Today, we checked the results from all the tests we performed on Tuesday. Our unknown bacteria was positive for gelatin hydrolysis. It also fermented glucose and sucrose, but not lactose, using the Durham tube tests. Our bacteria was negative for the Methyl red test, but positive for the Voges-Proskauer test. Our bacteria had a red slant and a yellow butt with a gas bubble for the TSIA test, which means only glucose was fermented. We will check the litmus milk test next week.

P.S. Sorry all of the pictures are sideways. 

Lots of Inoculation!

Today, we inoculated a LOT of test tubes to test for a variety of things. We are testing for gelatin hydrolysis, fermentation of the carbohydrates glucose, sucrose and lactose with a Durham tube, a Methyl Red/Voges-Proskauer test for fermentation of mixed acids, a Triple Sugar Iron (TSI) Agar test to see if the bacteria produced hydrogen peroxide, and a Litmus milk test to determine if the bacteria will utilize lactose, protein or litmus.

Oxygen Utilization and the Digestive Enzyme Test

Yesterday, we checked the results of our oxygen utilization tests of our unknown bacteria. Both the thioglycollate broth and the GasPak tests indicated our unknown bacteria L is a facultative anaerobe, which means it can utilize oxygen when present, but that it is also capable of thriving without oxygen present.

Next, we made streak plates to test the digestive enzymes of our unknown bacteria. We streaked a starch agar plate, a lipid plate, and a casein plate (skim milk). After 24 hours, we came back to check the results. After adding Gram's iodine to the starch plate, we determined unknown L 25 was negative for starch hydrolysis. The casein plate also indicated our bacteria was negative for casein hydrolysis.

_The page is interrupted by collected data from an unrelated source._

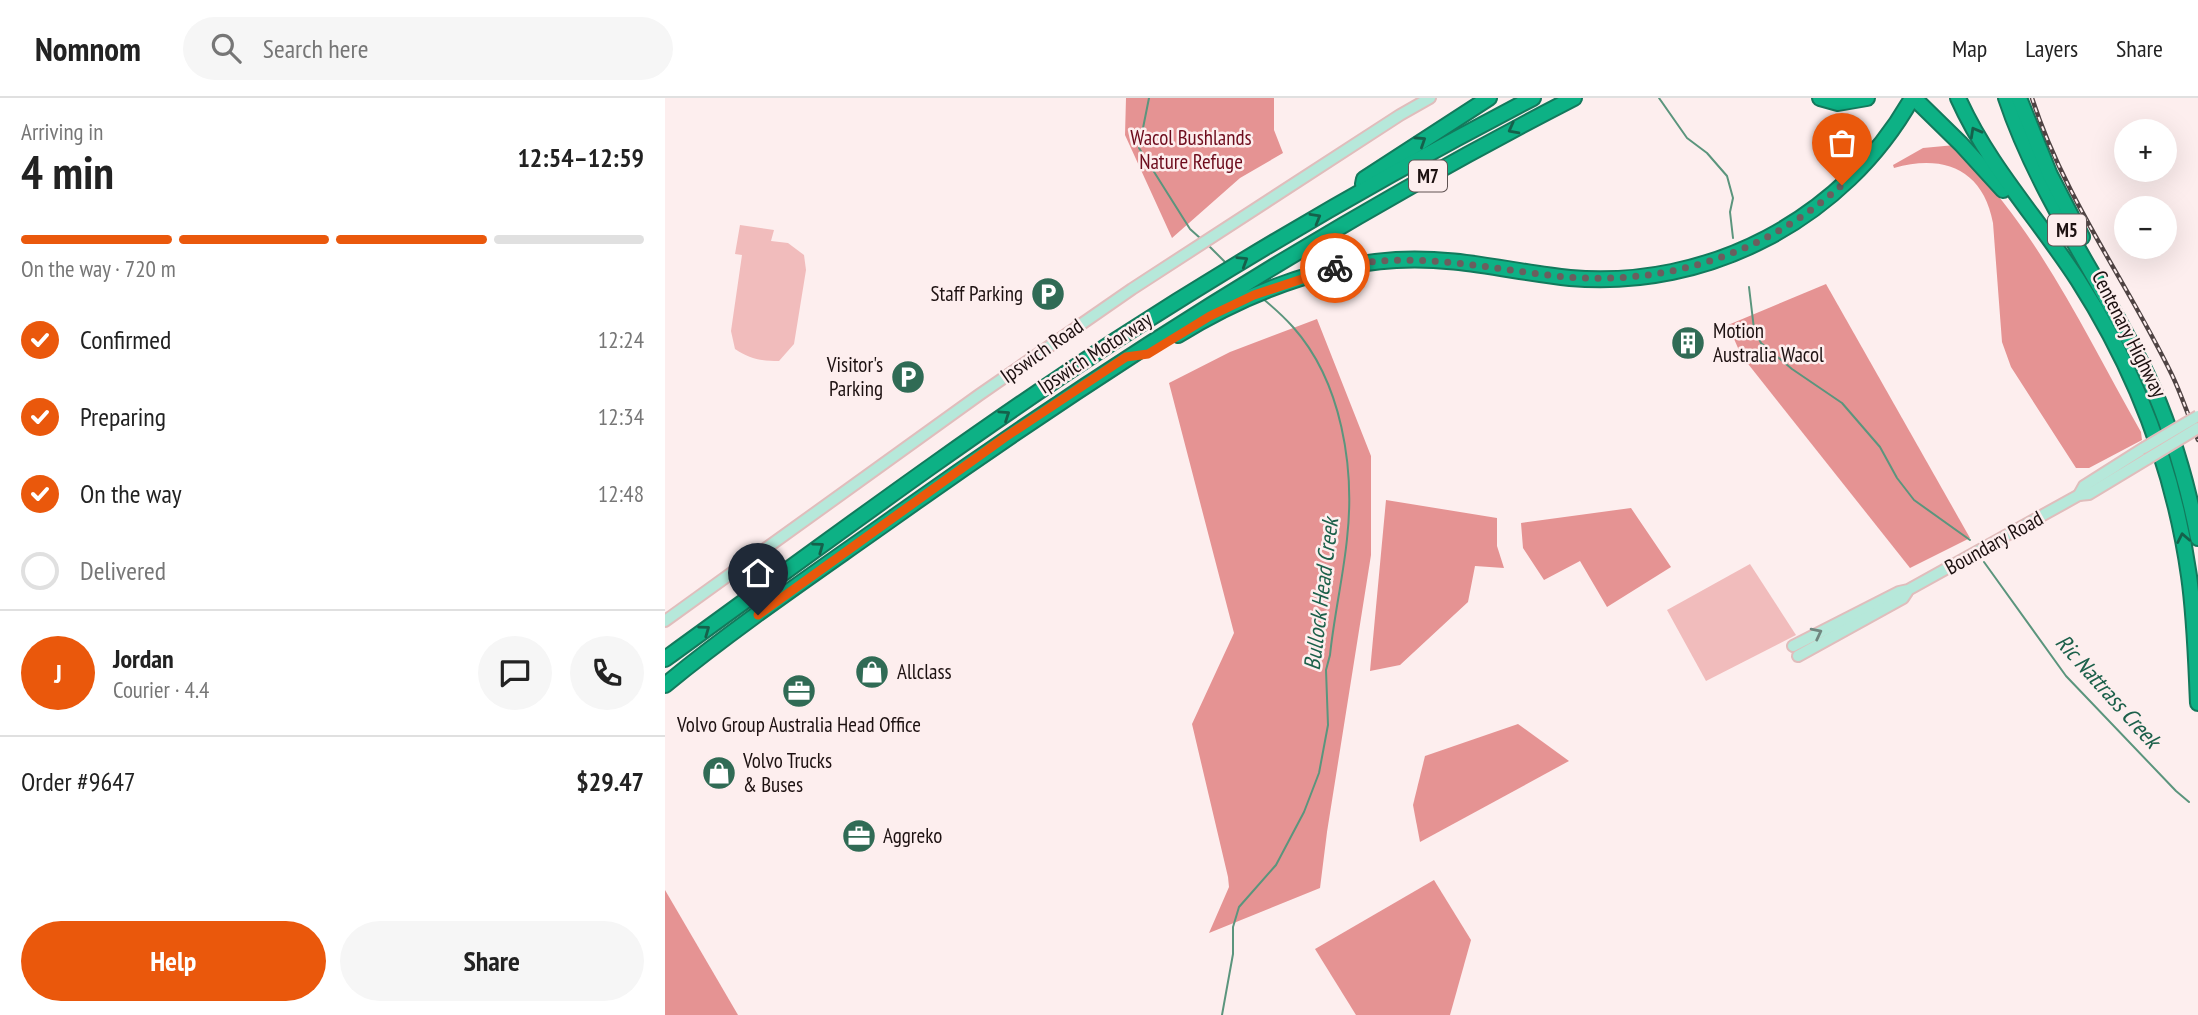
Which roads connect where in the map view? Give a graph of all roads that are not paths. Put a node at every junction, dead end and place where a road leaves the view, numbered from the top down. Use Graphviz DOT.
graph roads {
  1 [pos="1430,98"];
  2 [pos="1489,98"];
  3 [pos="1532,98"];
  4 [pos="1574,98"];
  5 [pos="1819,98"];
  6 [pos="1867,98"];
  7 [pos="1958,98"];
  8 [pos="2006,98"];
  9 [pos="2019,98"];
  10 [pos="1915,99"];
  11 [pos="1360,192"];
  12 [pos="2023,206"];
  13 [pos="1232,298"];
  14 [pos="2138,358"];
  15 [pos="2198,416"];
  16 [pos="2198,428"];
  17 [pos="2145,454"];
  18 [pos="2198,538"];
  19 [pos="665,621"];
  20 [pos="1796,651"];
  21 [pos="665,659"];
  22 [pos="665,685"];
  23 [pos="2198,703"];
  1 -- 19 [label="street, Ipswich Road"];
  11 -- 2 [label="highway, one-way"];
  3 -- 11 [label="highway, Ipswich Motorway / M7"];
  4 -- 13 [label="highway, M7, one-way"];
  5 -- 6 [label="highway"];
  12 -- 7 [label="highway, Centenary Highway / M5, one-way"];
  8 -- 14 [label="highway, Centenary Highway / M5"];
  9 -- 14 [label="highway"];
  10 -- 12 [label="highway"];
  10 -- 13 [label="highway"];
  21 -- 11 [label="highway, Ipswich Motorway / M7, one-way"];
  23 -- 12 [label="highway, Centenary Highway / M5, one-way"];
  13 -- 22 [label="highway, Ipswich Motorway"];
  14 -- 18 [label="highway, Centenary Highway / M5"];
  15 -- 17 [label="street, Boundary Road, bridge"];
  16 -- 17 [label="street, Boundary Road, bridge"];
  17 -- 20 [label="street, Boundary Road"];
}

The triglyceride plate was different, our bacteria indicated positive for lipid hydrolysis! We're getting so close to identifying it!

Enjoy the pictures!

Long Term Storage of Bacteria and Determining Oxygen Requirements

Today, we made a tiny sample of our bacteria to store long term in the -80 degree freezer until the end of the semester. Using a pipettor, we combined 700 microliters of our environmental bacterial broth sample from last week  and 300 microliters of the cryoprotectant glycerol. Then to determine the oxygen requirements of our unknown bacteria, we performed two different tests. First, we inoculated our sample in a thioglycollate broth, which turns pink when oxygen is present. We will determine the oxygen requirements next Thursday after examination. Then we made a streak plate of the unknown sample to use in the GasPak Anaerobic system. The GasPak eliminates oxygen using a chemical reaction and produces carbon dioxide. An indicator strip inside the GasPak turns blue when oxygen is present, and stays colorless when oxygen is absent. We will check those results Thursday as well. Enjoy the pictures!

Acid Fast and Endospore Staining!

Last week, our group split the tasks of acid fast and endospore staining our unknown samples. I completed the acid fast stain by using Ziehl-Neelson carbolfuchsin on a slide that was over a beaker of boiling water. After decolorizing that stain with acid-alcohol and covering it with methylene blue for two minutes, I used the microscope's oil immersion lens to determine that our unknown sample  is non-acid fast, because the sample was purple. Annie also determined our unknown sample (L 25) had no endospores.